Student marshals, undated. Student marshals were men appointed by the president to assist in maintaining good order at convocation exercises and other official University ceremonies. Women so honored were designated student aides.


"Details of the Convocation," map

"Details of the Convocation," Autumn Quarter, 1900. Although convocations were held each quarter, their location shifted with the season and the number of prospective graduates. At his request, President Harper received elaborate descriptions of the convocation procession, which on this occasion began in Walker Museum, moved past a bandstand to a platform in front of North (now Gates) Hall, and ended at Haskell Hall.


At the end of every quarter, a cycle of student careers is brought to a close. Fully capped and gowned, candidates for degrees assemble in carefully ordered procession and play their part in the academic ceremony which President Harper decided a century ago would be known as the convocation.

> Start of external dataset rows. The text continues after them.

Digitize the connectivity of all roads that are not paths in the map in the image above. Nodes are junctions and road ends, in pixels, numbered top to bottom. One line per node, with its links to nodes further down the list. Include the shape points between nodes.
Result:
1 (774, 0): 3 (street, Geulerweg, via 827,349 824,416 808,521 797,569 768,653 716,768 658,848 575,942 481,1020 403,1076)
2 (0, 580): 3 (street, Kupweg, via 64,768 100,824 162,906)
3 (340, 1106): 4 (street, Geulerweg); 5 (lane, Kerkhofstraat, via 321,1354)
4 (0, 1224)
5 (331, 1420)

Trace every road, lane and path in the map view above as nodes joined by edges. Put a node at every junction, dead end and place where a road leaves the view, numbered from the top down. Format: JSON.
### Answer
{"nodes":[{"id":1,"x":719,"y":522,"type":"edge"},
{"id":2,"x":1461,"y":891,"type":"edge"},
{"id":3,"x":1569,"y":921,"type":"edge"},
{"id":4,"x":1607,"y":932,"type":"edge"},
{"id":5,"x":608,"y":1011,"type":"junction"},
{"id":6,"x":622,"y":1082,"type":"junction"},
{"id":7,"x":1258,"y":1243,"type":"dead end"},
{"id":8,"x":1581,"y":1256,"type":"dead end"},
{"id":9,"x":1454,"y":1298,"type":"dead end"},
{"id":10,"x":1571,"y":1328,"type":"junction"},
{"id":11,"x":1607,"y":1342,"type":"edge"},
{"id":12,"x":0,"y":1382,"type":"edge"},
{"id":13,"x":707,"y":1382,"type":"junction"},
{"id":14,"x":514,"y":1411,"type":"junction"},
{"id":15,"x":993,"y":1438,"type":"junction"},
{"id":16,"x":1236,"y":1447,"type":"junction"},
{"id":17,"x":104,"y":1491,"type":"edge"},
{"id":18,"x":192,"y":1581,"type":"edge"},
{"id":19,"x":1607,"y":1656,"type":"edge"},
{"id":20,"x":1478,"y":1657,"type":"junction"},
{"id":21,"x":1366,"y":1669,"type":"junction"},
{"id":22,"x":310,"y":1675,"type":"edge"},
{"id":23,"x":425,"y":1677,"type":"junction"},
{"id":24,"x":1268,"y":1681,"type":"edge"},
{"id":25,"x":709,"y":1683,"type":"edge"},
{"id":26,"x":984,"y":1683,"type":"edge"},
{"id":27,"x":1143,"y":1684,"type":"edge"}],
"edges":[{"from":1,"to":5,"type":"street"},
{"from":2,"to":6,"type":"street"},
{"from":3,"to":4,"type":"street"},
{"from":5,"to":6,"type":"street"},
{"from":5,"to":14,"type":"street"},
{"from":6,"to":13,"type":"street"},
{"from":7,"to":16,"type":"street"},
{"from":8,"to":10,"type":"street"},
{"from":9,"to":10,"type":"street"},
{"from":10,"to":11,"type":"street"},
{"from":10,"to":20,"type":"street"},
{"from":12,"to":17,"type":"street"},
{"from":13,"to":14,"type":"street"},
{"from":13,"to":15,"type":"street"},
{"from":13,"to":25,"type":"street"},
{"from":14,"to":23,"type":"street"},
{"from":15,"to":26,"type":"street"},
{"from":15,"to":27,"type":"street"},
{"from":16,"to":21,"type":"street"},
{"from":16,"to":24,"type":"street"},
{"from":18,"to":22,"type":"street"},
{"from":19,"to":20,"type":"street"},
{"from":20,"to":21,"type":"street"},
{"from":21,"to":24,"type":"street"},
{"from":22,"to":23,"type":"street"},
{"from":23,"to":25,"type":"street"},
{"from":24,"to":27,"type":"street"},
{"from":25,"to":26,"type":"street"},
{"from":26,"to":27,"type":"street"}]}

The sites for these convocations have changed as the size of the student body and the capacity of University buildings have grown. Early convocations were held in the Kent Lecture Hall, in Bartlett Gymnasium, or in Mandel Hall. Some were staged downtown in a large auditorium, Studebaker Hall. When weather permitted during the spring and summer seasons, the graduates, faculty members, University officials, and their guests gathered outdoors at temporary platforms erected in Hutchinson Court, in Harper Court, or in the Graduate Quadrangle along the east front of Gates, Blake, and Goodspeed Halls. With the opening of the University Chapel (later renamed Rockefeller Memorial Chapel) in 1928, the University finally acquired an interior space adequately scaled for the quarterly convocation ritual.